SOURCE RECORDS:
________

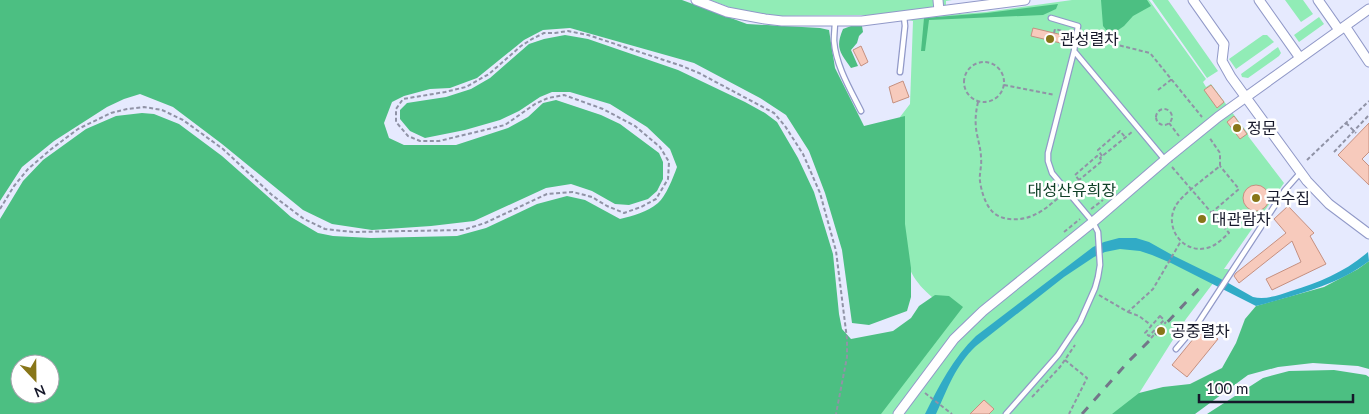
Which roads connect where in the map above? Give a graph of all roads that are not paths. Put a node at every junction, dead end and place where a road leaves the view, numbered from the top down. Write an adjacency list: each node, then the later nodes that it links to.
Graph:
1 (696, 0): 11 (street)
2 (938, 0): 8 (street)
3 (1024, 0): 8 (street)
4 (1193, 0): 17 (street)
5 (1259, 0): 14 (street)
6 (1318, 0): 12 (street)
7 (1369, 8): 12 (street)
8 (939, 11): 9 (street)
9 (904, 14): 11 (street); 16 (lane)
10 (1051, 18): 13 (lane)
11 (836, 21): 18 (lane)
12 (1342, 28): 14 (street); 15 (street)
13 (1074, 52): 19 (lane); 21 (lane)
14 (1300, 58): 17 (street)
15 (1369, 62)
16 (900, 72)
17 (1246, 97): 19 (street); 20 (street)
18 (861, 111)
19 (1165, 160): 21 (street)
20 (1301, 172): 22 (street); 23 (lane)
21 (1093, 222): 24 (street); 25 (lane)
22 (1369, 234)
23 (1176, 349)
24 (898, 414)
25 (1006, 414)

________

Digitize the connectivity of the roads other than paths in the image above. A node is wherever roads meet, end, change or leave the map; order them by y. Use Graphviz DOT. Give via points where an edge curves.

________

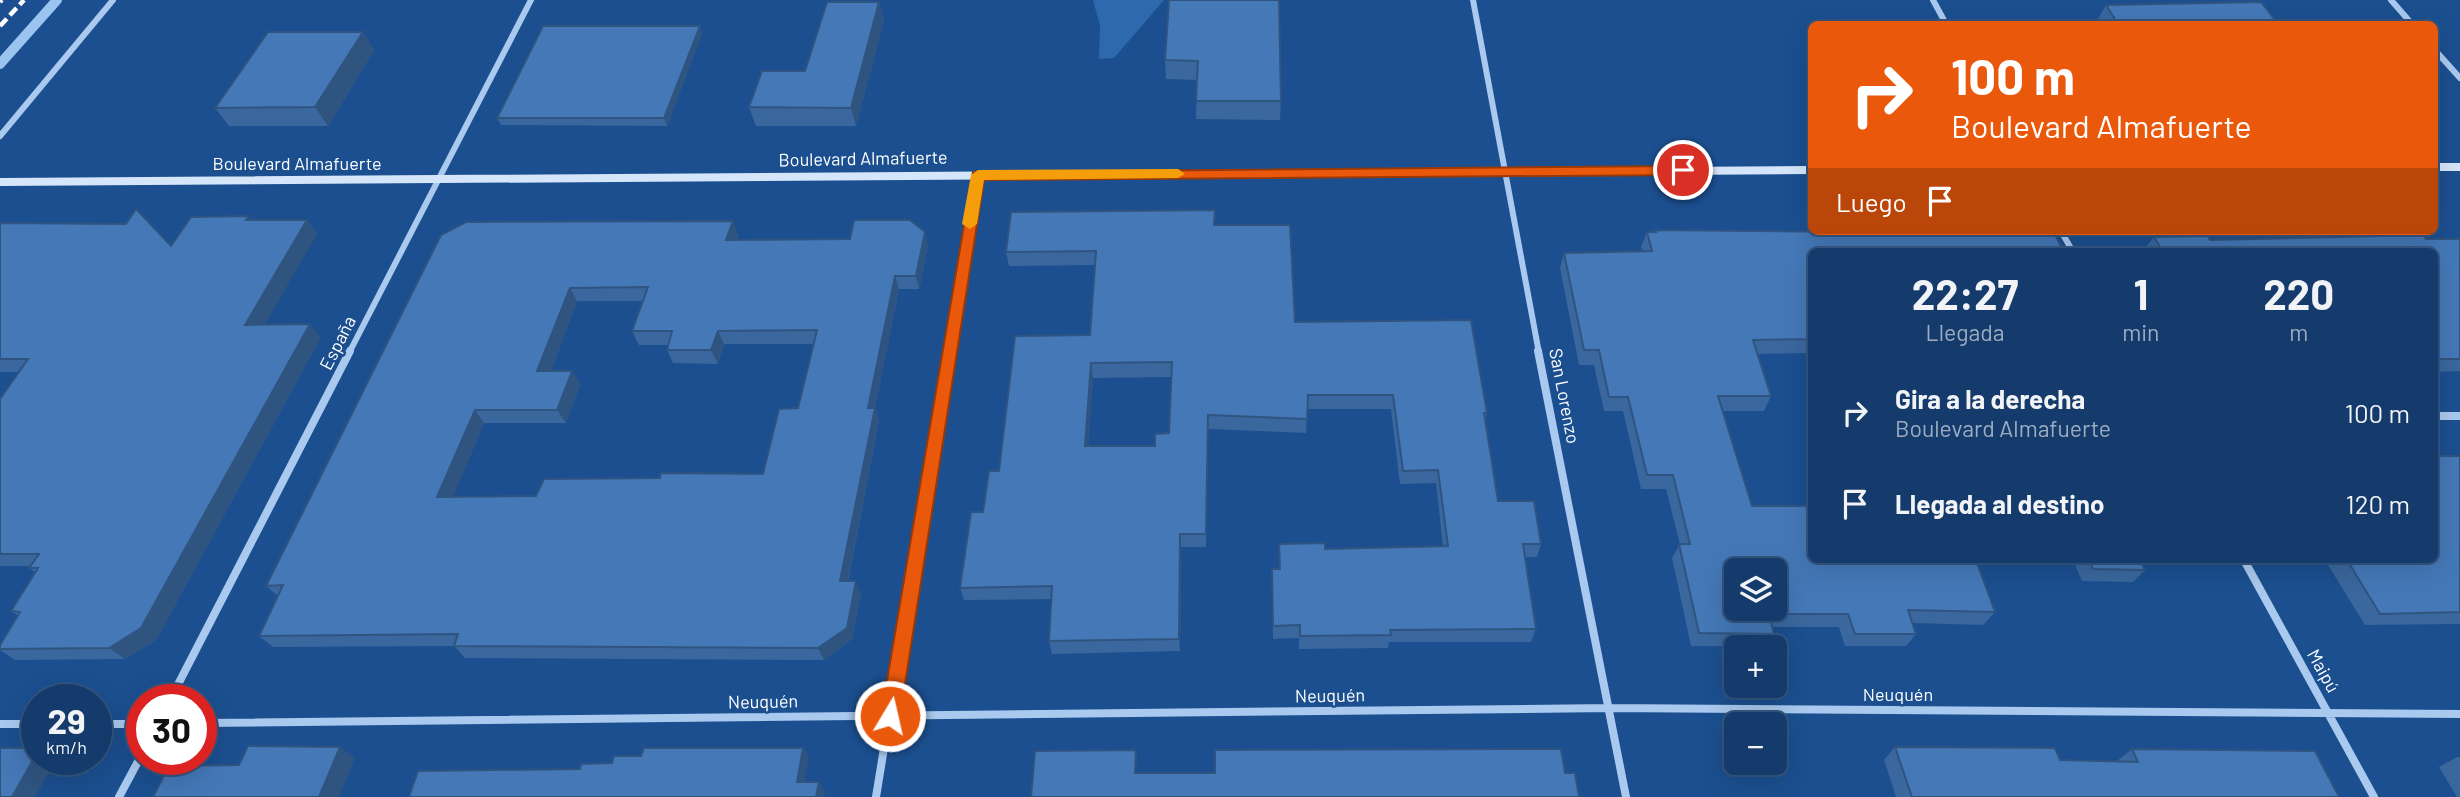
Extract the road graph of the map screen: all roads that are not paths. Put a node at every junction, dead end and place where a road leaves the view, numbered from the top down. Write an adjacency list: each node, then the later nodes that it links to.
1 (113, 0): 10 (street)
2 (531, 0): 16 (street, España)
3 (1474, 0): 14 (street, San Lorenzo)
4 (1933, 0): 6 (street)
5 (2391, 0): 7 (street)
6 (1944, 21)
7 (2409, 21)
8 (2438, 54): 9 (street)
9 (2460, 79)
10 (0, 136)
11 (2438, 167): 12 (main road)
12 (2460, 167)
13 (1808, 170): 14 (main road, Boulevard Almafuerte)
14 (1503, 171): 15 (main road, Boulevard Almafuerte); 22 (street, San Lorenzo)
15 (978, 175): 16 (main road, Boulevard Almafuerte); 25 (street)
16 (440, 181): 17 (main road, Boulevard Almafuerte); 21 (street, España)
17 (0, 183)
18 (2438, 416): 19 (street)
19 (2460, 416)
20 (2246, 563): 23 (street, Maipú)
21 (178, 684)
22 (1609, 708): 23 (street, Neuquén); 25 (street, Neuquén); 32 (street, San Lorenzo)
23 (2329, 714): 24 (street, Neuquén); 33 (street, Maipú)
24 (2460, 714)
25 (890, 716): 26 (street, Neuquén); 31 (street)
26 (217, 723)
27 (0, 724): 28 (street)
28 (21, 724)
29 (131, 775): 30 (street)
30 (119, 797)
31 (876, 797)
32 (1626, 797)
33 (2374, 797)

________

WORK REQUIRED: Look through the listing and return each line containing the word "Give".

YOUR RESPONSE:
Which roads connect where in the map above? Give a graph of all roads that are not paths. Put a node at every junction, dead end and place where a road leaves the view, numbered from the top down. Write an adjacency list: each node, then the later nodes that it links to.
Digitize the connectivity of the roads other than paths in the image above. A node is wherever roads meet, end, change or leave the map; order them by y. Use Graphviz DOT. Give via points where an edge curves.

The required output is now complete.